Protect your devices
Make sure your computer and mobile devices are running the latest versions of their operating systems and software, as well as up-to-date versions of anti-virus software. Don't use Windows XP or Windows Vista systems for online shopping or banking, because Microsoft no longer supports those operating systems with security patches. (Patches for Windows 7 end in January 2020.) Consider using super-secure "hardened" browsers or virtual software when accessing sensitive accounts.
MORE: Best Antivirus Software and Apps
Buy a shredder and use it
Identity theft doesn't always require a computer. Professional identity thieves know that garbage cans and company dumpsters are rich troves of financial documents, including canceled checks and credit card and bank statements. Don't toss out your identity with the trash — instead, shred anything sensitive before you throw it away.
Erase computer and smartphone hard drives
Clean out your personal information before getting rid of old PCs, tablets and smartphones. It is surprisingly easy for someone to get access to personal data if the hard drive hasn't been totally reformatted and cleaned.
Sign up for alerts and monitoring
Ask your financial institution to email you whenever funds are transferred out of your account. If your credit card company offers an alert service for suspicious charges, take it. Consider instituting a credit alert with the three major credit bureaus to let you know about new accounts being opened in your name; you can do so for free every year. You can also institute a credit freeze for free, which means no one can look at your credit report without your say-so, although that could complicate things for you financially.
Consider paying for a real-time identity-theft and credit-monitoring service, most of which now incorporate identity-monitoring services, which monitor thousands of black-market websites and notify you if your data ever shows up.
MORE: Best Identity Protection Services
Don't take calls from the IRS or Social Security Administration
The Internal Revenue Service, or any organization authorized to act on behalf of the IRS, will not initiate contact via email, social media, text message or telephone. The government will use the good old postal service first. The same goes for the Social Security Administration, which is in charge of issuing Social Security numbers.

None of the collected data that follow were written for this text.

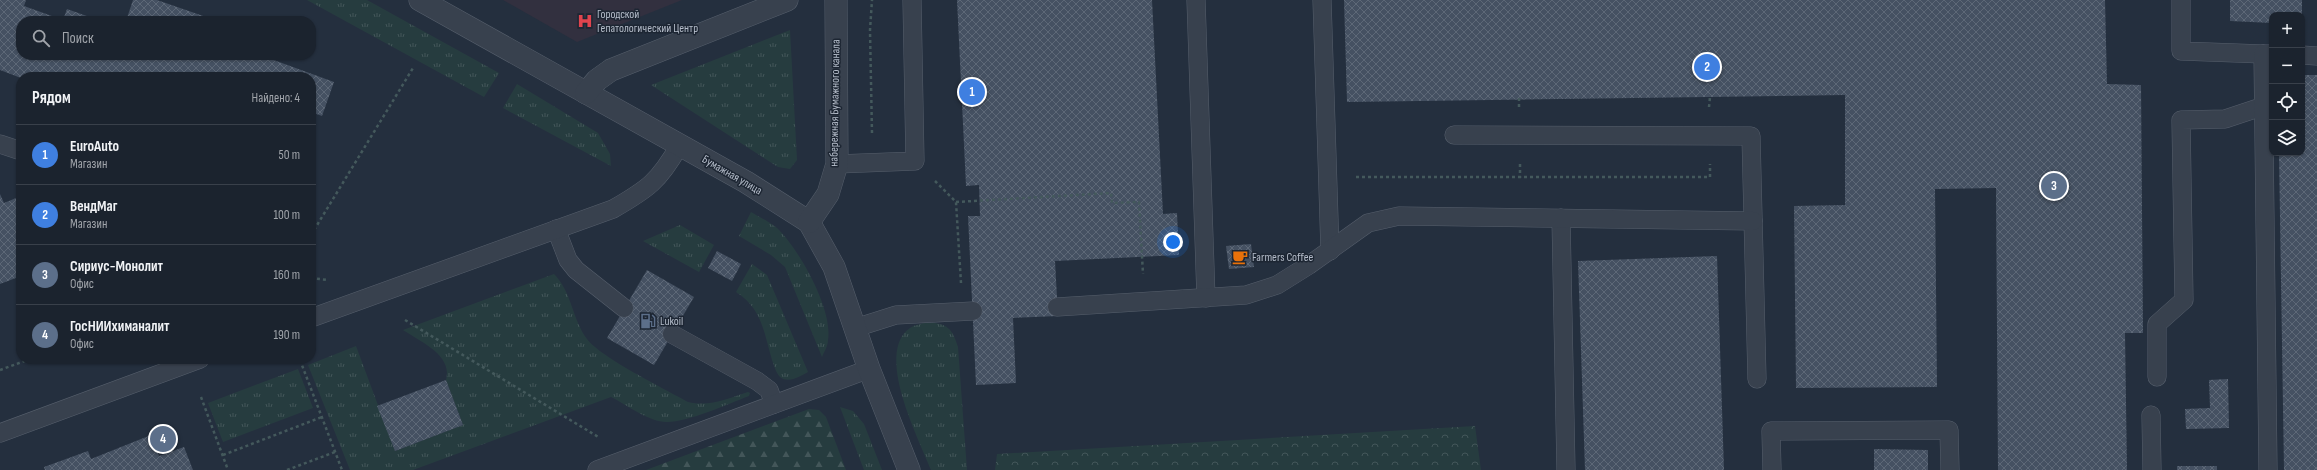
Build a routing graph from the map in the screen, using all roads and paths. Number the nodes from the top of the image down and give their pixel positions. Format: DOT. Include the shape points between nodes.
graph roads {
  1 [pos="420,0"];
  2 [pos="787,0"];
  3 [pos="836,0"];
  4 [pos="872,0"];
  5 [pos="912,0"];
  6 [pos="1196,0"];
  7 [pos="1322,0"];
  8 [pos="2181,0"];
  9 [pos="2268,54"];
  10 [pos="2305,55"];
  11 [pos="2317,56"];
  12 [pos="413,68"];
  13 [pos="586,94"];
  14 [pos="2264,106"];
  15 [pos="1454,135"];
  16 [pos="0,144"];
  17 [pos="679,146"];
  18 [pos="16,150"];
  19 [pos="915,161"];
  20 [pos="873,162"];
  21 [pos="837,164"];
  22 [pos="1356,177"];
  23 [pos="1710,178"];
  24 [pos="956,202"];
  25 [pos="1561,218"];
  26 [pos="1753,220"];
  27 [pos="809,222"];
  28 [pos="316,226"];
  29 [pos="556,229"];
  30 [pos="1330,250"];
  31 [pos="1142,257"];
  32 [pos="316,279"];
  33 [pos="328,280"];
  34 [pos="1206,298"];
  35 [pos="1057,307"];
  36 [pos="624,308"];
  37 [pos="967,311"];
  38 [pos="316,316"];
  39 [pos="405,320"];
  40 [pos="856,328"];
  41 [pos="672,334"];
  42 [pos="16,364"];
  43 [pos="186,364"];
  44 [pos="302,364"];
  45 [pos="869,369"];
  46 [pos="0,370"];
  47 [pos="2157,377"];
  48 [pos="1757,379"];
  49 [pos="201,397"];
  50 [pos="774,404"];
  51 [pos="2151,415"];
  52 [pos="322,417"];
  53 [pos="0,433"];
  54 [pos="335,452"];
  55 [pos="223,455"];
  56 [pos="631,457"];
  57 [pos="228,470"];
  58 [pos="287,470"];
  59 [pos="342,470"];
  60 [pos="597,470"];
  61 [pos="908,470"];
  62 [pos="1566,470"];
  63 [pos="1772,470"];
  64 [pos="1950,470"];
  65 [pos="2152,470"];
  66 [pos="2268,470"];
  1 -- 13 [label="street, Бумажная улица"];
  2 -- 13 [label="street" via="611,70 597,80"];
  3 -- 21 [label="street, набережная Бумажного канала"];
  4 -- 20 [label="path" via="870,30"];
  5 -- 19 [label="lane"];
  6 -- 34 [label="lane"];
  7 -- 30 [label="lane"];
  8 -- 9 [label="lane" via="2181,51"];
  9 -- 14 [label="lane"];
  10 -- 11 [label="lane"];
  12 -- 28 [label="path"];
  13 -- 17 [label="street, Бумажная улица"];
  14 -- 47 [label="lane" via="2225,119 2181,120 2184,300 2156,324"];
  14 -- 66 [label="lane"];
  15 -- 26 [label="lane" via="1751,136"];
  16 -- 18 [label="lane"];
  17 -- 27 [label="street, Бумажная улица" via="746,182"];
  17 -- 29 [label="lane" via="665,171 644,191 613,209"];
  19 -- 20 [label="lane"];
  19 -- 24 [label="path"];
  20 -- 21 [label="lane"];
  21 -- 27 [label="street, набережная Бумажного канала" via="828,194"];
  22 -- 23 [label="path"];
  24 -- 31 [label="path" via="1111,193 1112,203 1139,202"];
  24 -- 37 [label="path"];
  25 -- 26 [label="lane"];
  25 -- 30 [label="lane" via="1399,216 1368,223"];
  25 -- 62 [label="lane"];
  26 -- 48 [label="lane"];
  27 -- 40 [label="street, Бумажная улица" via="834,267"];
  29 -- 36 [label="lane" via="568,260 576,270"];
  29 -- 38 [label="lane"];
  30 -- 34 [label="lane" via="1277,285 1246,295"];
  32 -- 33 [label="path"];
  34 -- 35 [label="lane"];
  37 -- 40 [label="lane" via="896,315"];
  39 -- 56 [label="path"];
  40 -- 45 [label="street, Бумажная улица"];
  41 -- 50 [label="lane" via="758,381 768,390"];
  42 -- 46 [label="path"];
  43 -- 53 [label="lane"];
  44 -- 52 [label="path"];
  45 -- 50 [label="lane"];
  45 -- 61 [label="street, Бумажная улица"];
  49 -- 55 [label="path"];
  50 -- 56 [label="lane"];
  51 -- 65 [label="lane"];
  52 -- 54 [label="path"];
  52 -- 55 [label="path"];
  54 -- 58 [label="path"];
  54 -- 59 [label="path"];
  55 -- 57 [label="path"];
  56 -- 60 [label="lane"];
  63 -- 64 [label="lane" via="1771,431 1949,430"];
}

If you get a call, text or email claiming you owe back taxes or exorbitant fines, or that your Social Security number has "expired" or been deemed invalid, it's fake. Don't hand over your credit card number. Hang up instead, and call the IRS or Social Security Administration directly if you have questions.
Lock your mailbox
Every day, millions of bank statements and credit card bills land in mailboxes. Passports and Social Security cards are also sent through the mail. If you have an old-style curbside mailbox, it's easy for anyone to steal your mail. Invest in a locking mailbox; many come with a slot into which mail can be deposited, while others have keys you can share with the mail carrier.
MORE: What to do if your SSN is stolen
Get copies of your credit reports and check for any unusual account activity you don't recognize. Even a quick check of social-media sites and search engines can reveal if someone is impersonating you. When you find a problem, report it immediately. A quick response will reduce the amount of damage you will have to suffer.
Take data-breach notifications seriously
One-third of the people who received data-breach notification letters became identity-fraud victims in 2013, according to an older Javelin report. Forty-six percent of consumers with compromised debit cards in 2013 became fraud victims in the same year, compared to only 16 percent of consumers with a compromised Social Security number. If you receive a data-breach notification letter that includes an offer for a free monitoring service, take advantage of it. Take all the steps recommended in the notice, such as changing passwords and monitoring financial statements closely.